The 2006 start date was chosen partly to recognize donors who have made significant gifts to the university. Key donors during the campaign’s quiet phase included Ernest and Sarah Butler, Joe Jamail, Michael and Susan Dell, Tex Moncrief, former Texas Gov. Dolph Briscoe, the Belo Foundation, Robert W. and Maureen H. Decherd, the estate of James M. Moroney Jr., the Jim and Lynn Moroney Family Foundation, William and Beverly O’Hara, ATandT, Red McCombs, Julia Walther and Harold Simmons.

The goals for the Campaign for Texas come from a 2004 report by the Commission of 125. The commission’s vision: “The University of Texas will be the best in the world at creating a disciplined culture of excellence that generates intellectual excitement, transforms lives and develops leaders. The University of Texas will define for the 21st century what it means to be a university of the first class.”

The commission recommended the university develop a new undergraduate core curriculum and that it find visionary leaders for university academic departments and research centers while giving them the resources and authority to achieve their goals.

Kenneth Jastrow, chairman of the Commission of 125, will be chairman of the Campaign for Texas.

“During the 1930s, as the economy was mired in the Depression, UT alumni banded together in a capital campaign to raise money for the construction of the Texas Union, Gregory Gymnasium, Anna Hiss Gymnasium and Hogg Auditorium,” said Jastrow, former chairman and CEO of Temple-Inland Inc., an Austin-based Fortune 500 company. “The theme of the campaign was ‘For Texas, I Will!’

“In the uncertainties of the 1930s, the UT alumni said, ‘For Texas I Will,'” Jastrow said. “And they acted on it.
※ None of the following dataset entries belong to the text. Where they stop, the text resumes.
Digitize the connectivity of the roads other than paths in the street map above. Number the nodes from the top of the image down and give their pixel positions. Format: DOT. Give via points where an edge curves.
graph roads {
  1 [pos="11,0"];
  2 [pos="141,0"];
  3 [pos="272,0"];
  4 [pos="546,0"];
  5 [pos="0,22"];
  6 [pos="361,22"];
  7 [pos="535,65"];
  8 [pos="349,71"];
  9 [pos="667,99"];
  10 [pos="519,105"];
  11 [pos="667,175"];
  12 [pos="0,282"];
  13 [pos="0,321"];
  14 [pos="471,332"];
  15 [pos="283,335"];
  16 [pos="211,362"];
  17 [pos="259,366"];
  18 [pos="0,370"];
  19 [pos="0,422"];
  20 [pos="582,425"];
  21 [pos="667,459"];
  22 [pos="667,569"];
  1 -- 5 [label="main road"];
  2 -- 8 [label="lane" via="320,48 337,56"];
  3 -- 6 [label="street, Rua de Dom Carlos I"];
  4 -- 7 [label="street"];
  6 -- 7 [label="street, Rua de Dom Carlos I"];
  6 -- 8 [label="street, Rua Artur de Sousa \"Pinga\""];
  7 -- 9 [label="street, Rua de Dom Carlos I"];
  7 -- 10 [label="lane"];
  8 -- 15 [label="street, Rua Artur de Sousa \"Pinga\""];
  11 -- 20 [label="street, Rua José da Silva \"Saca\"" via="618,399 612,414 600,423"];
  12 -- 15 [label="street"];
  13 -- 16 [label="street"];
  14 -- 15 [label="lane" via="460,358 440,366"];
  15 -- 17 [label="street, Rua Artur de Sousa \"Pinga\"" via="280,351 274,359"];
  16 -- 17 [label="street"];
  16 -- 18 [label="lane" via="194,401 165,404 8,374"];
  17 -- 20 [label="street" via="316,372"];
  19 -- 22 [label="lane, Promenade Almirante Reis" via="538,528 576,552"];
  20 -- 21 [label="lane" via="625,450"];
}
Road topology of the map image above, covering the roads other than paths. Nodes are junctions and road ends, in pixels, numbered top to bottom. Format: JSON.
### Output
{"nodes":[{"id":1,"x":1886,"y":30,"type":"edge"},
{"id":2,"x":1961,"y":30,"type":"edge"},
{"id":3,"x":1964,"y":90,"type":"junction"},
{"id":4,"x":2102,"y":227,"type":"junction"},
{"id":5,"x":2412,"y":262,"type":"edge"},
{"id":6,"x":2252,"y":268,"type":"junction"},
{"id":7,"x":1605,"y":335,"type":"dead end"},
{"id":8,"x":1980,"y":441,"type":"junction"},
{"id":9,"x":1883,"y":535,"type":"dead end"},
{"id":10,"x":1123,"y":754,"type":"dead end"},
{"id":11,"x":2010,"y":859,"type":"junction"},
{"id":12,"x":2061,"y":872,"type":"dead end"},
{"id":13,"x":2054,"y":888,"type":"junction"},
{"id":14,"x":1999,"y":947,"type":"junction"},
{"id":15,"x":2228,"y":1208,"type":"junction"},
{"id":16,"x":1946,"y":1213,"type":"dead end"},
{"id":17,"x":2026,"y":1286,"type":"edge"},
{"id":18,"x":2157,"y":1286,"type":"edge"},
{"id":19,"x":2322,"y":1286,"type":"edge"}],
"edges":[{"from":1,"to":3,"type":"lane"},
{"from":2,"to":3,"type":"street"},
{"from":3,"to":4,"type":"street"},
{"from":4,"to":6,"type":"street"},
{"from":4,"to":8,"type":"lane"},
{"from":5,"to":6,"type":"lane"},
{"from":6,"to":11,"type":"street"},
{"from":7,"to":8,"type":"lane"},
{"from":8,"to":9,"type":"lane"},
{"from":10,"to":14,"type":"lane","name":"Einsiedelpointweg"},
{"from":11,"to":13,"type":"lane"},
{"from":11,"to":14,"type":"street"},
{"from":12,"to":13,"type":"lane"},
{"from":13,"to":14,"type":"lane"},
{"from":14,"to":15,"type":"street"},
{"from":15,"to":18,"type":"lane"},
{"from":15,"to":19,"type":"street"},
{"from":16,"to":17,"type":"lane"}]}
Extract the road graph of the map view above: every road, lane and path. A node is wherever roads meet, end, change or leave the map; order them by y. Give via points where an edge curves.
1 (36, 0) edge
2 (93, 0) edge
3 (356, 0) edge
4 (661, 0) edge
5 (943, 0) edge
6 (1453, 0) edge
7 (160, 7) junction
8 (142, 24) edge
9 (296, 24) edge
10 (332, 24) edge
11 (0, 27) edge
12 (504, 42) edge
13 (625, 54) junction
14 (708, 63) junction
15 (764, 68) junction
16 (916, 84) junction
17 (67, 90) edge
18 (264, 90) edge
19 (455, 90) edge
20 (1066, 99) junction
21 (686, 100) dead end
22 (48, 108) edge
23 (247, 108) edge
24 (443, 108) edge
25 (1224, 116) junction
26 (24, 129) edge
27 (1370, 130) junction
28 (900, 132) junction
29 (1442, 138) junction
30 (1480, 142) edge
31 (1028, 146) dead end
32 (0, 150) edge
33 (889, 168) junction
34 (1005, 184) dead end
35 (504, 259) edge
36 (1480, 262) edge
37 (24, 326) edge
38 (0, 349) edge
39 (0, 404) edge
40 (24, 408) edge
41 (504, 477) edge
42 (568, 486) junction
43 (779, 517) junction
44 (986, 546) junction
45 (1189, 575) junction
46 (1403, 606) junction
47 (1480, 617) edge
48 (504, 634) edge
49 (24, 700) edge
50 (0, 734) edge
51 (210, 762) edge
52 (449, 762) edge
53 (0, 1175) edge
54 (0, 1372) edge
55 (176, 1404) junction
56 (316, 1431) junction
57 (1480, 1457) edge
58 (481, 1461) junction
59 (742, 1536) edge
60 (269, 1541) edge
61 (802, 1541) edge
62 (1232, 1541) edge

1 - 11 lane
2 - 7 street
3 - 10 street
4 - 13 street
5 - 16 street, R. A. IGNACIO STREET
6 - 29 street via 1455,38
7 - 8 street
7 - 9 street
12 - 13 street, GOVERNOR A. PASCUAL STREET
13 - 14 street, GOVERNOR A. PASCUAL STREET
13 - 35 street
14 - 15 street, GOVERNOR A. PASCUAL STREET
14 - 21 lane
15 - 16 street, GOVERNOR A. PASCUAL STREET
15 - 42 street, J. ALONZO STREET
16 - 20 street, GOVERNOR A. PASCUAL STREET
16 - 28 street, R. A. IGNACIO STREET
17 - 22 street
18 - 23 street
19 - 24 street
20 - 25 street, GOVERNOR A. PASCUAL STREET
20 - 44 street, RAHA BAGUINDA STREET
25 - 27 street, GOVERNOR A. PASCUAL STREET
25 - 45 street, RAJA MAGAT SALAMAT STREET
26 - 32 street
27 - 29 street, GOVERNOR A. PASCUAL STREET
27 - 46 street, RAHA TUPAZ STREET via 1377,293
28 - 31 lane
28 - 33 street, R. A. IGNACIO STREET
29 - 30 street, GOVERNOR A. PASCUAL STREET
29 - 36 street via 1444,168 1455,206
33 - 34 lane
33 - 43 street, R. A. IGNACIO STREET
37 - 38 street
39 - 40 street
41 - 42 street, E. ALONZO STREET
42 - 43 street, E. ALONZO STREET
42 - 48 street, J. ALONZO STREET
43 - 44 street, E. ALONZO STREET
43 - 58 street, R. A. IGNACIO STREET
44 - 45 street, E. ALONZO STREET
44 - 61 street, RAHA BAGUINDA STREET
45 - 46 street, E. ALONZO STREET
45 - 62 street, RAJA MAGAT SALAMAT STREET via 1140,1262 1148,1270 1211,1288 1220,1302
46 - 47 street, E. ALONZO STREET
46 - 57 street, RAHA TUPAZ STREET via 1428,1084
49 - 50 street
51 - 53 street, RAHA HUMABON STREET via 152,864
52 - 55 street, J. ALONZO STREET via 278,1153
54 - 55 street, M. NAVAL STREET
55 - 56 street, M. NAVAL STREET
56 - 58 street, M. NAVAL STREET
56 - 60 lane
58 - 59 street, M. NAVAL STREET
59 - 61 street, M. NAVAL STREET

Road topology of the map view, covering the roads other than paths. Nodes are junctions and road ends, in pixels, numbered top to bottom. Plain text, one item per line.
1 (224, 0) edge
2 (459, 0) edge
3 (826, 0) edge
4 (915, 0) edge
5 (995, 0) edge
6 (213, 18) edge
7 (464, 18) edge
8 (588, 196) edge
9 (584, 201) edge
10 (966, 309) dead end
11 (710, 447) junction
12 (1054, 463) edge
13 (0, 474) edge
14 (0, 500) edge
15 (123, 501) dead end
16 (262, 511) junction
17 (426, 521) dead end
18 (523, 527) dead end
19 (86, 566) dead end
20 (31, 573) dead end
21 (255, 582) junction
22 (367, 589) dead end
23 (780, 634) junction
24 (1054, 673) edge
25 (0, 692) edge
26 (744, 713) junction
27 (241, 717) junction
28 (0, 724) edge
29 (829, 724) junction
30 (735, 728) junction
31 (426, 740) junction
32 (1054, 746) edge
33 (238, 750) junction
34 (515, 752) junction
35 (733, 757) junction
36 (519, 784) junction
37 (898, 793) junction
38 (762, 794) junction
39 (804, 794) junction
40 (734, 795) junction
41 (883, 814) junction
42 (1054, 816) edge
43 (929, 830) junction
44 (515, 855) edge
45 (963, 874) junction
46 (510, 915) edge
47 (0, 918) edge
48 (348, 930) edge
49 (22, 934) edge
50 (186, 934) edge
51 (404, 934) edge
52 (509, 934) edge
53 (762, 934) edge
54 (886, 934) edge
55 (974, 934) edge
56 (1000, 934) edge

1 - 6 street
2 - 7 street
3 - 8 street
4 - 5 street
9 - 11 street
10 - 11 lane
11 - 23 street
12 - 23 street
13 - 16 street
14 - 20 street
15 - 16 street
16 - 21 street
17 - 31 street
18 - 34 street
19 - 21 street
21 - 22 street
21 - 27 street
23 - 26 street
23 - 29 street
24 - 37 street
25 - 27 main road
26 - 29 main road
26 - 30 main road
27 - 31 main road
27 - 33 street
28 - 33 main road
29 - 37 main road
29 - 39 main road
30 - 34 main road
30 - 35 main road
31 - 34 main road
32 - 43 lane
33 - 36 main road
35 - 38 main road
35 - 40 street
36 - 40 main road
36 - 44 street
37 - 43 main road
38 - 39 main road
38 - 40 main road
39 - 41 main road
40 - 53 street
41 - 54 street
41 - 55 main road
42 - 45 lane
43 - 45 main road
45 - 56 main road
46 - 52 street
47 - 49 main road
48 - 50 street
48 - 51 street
They didn’t say, ‘For Texas I Will–When Things Get Better.’ No, they completed the construction of the four buildings between 1930 and 1933. You and I didn’t have a chance to make that happen, but what a great privilege it was for those who did. We may have missed that opportunity, but today we have another chance through our participation in the new capital campaign.”

Powers said university leaders had considered postponing the campaign start because of uncertain economic times–some Texans are still recovering from Hurricane Ike, and the U.S. economy is struggling.

“But we took the long view,” Powers said, “the long view of an organization that has endured for 125 years. While we are sensitive to everyone who is dealing with today’s challenges, we know that our goals extend over many years. Time marches ahead, and so will The University of Texas at Austin. We have the opportunity–and the people–to make UT the great public university in America.”